Наконец, всё было кончено.
— Всё, — сказал Клос, медленно выговаривая слова. — Вы отдали последний долг. Больше вашего тут ничего нет. Ваш отец оскорбил мою жену, женщину, жену рыцаря и дочь барона, оскорбил прилюдно, в совете. Он сам выбрал драться боевым оружием. Его смерть — на его совести. Но он погиб с честью. Адалрик бросил мне публичное оскорбление, но не принял вызова. Он отказался от своей чести и от чести вашего рода. Рода, в котором мужчины оскорбляют женщин и отказываются от поединка!
Он остановился, тяжело наваливаясь на Вира.
— Ты убийца и разбойник! — прошипел Адалрик. — Ты нарушил священный мир, напал на спящих, ты…
— Запомни, Адалрик, — хмуро ответил Клос, — это последний раз, когда я разрешаю тебе говорить. В следующий раз ты будешь убит без чести и суда, потому что трус их не заслуживает. Но сейчас я отвечу. Ни ты, ни твои братья не вступили во владение замком и графством. Они — ничьи. Мы пришли и взяли то, на что трусы не имеют права. Теперь о вас. Вы дети моего врага и братья моего врага. Поэтому вы должны быть повешены до наступления вечера.
— Ты… — начал говорить Адалрик.
Клос покосился в сторону, на стоявшего неподалёку Эрно, кивнул, потом покачал головой. Тот выстрелил, стрела вонзилась в землю у ног Адалрика.
— Ты будешь молчать, — скучающе сообщил Клос. Адалрик побледнел и шагнул назад. — У меня нет настроения шутить.
— Ты не сможешь так поступить! — выкрикнула высокая худая женщина в сером платье с обтрёпанными рукавами.
Клос покосился на Вира.
— Я не смогу? — спросил он оборотня. Кивнул сам себе. — Может, и не смогу. Я — не граф цур Дитлин. Я не воюю с женщинами. Но мужчины будут повешены. Я не могу оставлять врагов за спиной.

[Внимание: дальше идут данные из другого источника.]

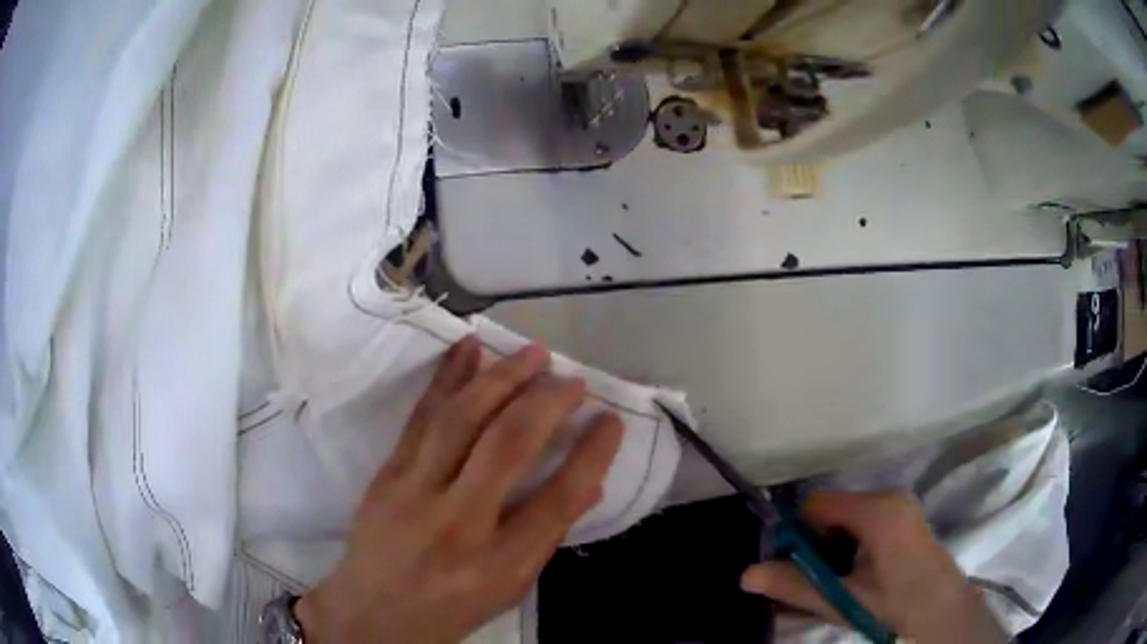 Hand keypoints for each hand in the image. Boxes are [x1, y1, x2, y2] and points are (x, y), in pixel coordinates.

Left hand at [296, 337, 623, 642]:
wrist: (371, 614)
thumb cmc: (450, 608)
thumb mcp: (508, 589)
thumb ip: (545, 537)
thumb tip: (586, 483)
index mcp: (498, 565)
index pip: (557, 501)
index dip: (591, 455)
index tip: (610, 420)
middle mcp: (458, 524)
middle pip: (508, 447)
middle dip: (547, 403)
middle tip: (572, 379)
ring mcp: (414, 493)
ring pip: (460, 420)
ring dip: (501, 378)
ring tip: (533, 353)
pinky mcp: (386, 473)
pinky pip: (420, 417)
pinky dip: (447, 378)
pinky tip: (469, 348)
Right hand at [741, 491, 1008, 643]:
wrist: (940, 606)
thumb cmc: (891, 603)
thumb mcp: (840, 599)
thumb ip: (794, 585)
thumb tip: (746, 575)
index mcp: (876, 510)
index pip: (817, 503)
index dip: (798, 533)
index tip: (796, 565)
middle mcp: (890, 495)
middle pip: (833, 508)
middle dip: (817, 541)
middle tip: (820, 577)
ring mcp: (901, 501)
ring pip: (849, 513)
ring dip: (835, 542)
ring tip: (841, 576)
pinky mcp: (906, 511)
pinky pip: (867, 515)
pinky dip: (853, 538)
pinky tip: (860, 567) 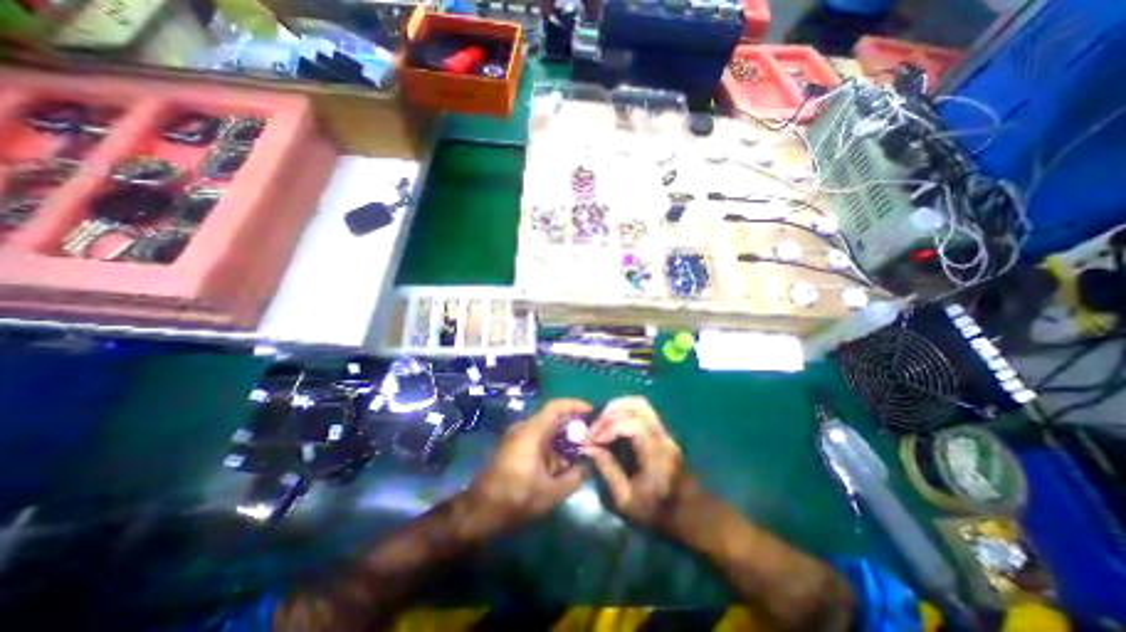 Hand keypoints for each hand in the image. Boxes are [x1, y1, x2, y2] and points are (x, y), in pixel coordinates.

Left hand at [468, 403, 591, 531]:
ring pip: (546, 430)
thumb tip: (587, 467)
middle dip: (572, 426)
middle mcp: (524, 428)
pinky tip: (561, 465)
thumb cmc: (515, 497)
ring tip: (579, 453)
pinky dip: (552, 447)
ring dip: (563, 439)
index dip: (574, 405)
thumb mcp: (550, 492)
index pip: (555, 407)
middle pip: (552, 418)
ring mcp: (517, 437)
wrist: (479, 511)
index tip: (591, 411)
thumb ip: (574, 478)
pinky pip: (538, 439)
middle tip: (590, 436)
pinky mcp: (514, 447)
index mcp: (531, 431)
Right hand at [580, 398, 695, 529]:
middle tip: (594, 428)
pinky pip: (641, 409)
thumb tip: (589, 448)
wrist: (687, 511)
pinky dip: (623, 409)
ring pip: (640, 403)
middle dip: (610, 413)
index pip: (633, 425)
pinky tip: (611, 421)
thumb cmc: (655, 510)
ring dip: (616, 407)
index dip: (609, 427)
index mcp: (656, 454)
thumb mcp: (626, 499)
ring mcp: (663, 430)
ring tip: (600, 421)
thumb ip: (608, 470)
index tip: (593, 440)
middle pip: (638, 406)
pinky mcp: (661, 430)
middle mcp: (662, 436)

Женщина, рыдая, упала на колени.
— Встаньте, — смягчился Клос. — Встаньте! Если сыновья графа цур Дитлина поклянутся в церкви именем Заступника, при свидетелях и заверив свои слова письменно, что отказываются от мести, признают мои права и свою вину передо мной… вы будете жить. Все. Даже Адалрик. Если он будет молчать, конечно.
Мужчины переглянулись.
— Нам надо подумать, — хрипло произнёс тот, которому были длинны рукава.
Клос покачал головой.
— Нет времени думать. Клятва должна быть принесена сейчас. Вы покинете графство сразу после этого.
— Ты изгоняешь нас?! — вскинулся тот сын цур Дитлина, которому была мала его рубашка.
— Графство разорено, — холодно ответил Клос. — Я не могу себе позволить кормить дармоедов. Всё уже решено. Вам осталось выбрать. Сейчас вы отправитесь или на встречу с Заступником или вон из графства.
Врени почувствовала, как её дёргает за рукав Дака, которая вместе с Фатеем явилась посмотреть, как Клос разбирается с врагами одного с ним сословия.
— Зачем? — спросила девушка. — Они тоже рыцари? Воины не боятся смерти!
Врени хмыкнула.
— Для рыцаря позор, если его повесят. Для них это хуже смерти.
— Но они обманут! Посмотри на этого! Адалрик! Как смотрит! Обманет!
— У Клоса будет клятва, подписанная их рукой. Если рыцарь нарушит такую клятву, он покроет себя позором. Его перестанут считать рыцарем.
— Ну и что?
— Дело не в том, что сделают они, — пояснила Врени. — Дело в том, что о них подумает совет. Если совет откажется их защищать, можно будет ничего не бояться.
— Дураки у вас живут, — фыркнула Дака.
* * *
Сыновья цур Дитлина больше не колебались. Они вернулись в замок и в часовне дали торжественную клятву, которую от них требовал Клос. А рыцарь приготовил для них ещё один сюрприз. Под самыми стенами замка стояли две крестьянские телеги, запряжённые самыми захудалыми деревенскими лошадьми. Во двор были выведены внуки графа.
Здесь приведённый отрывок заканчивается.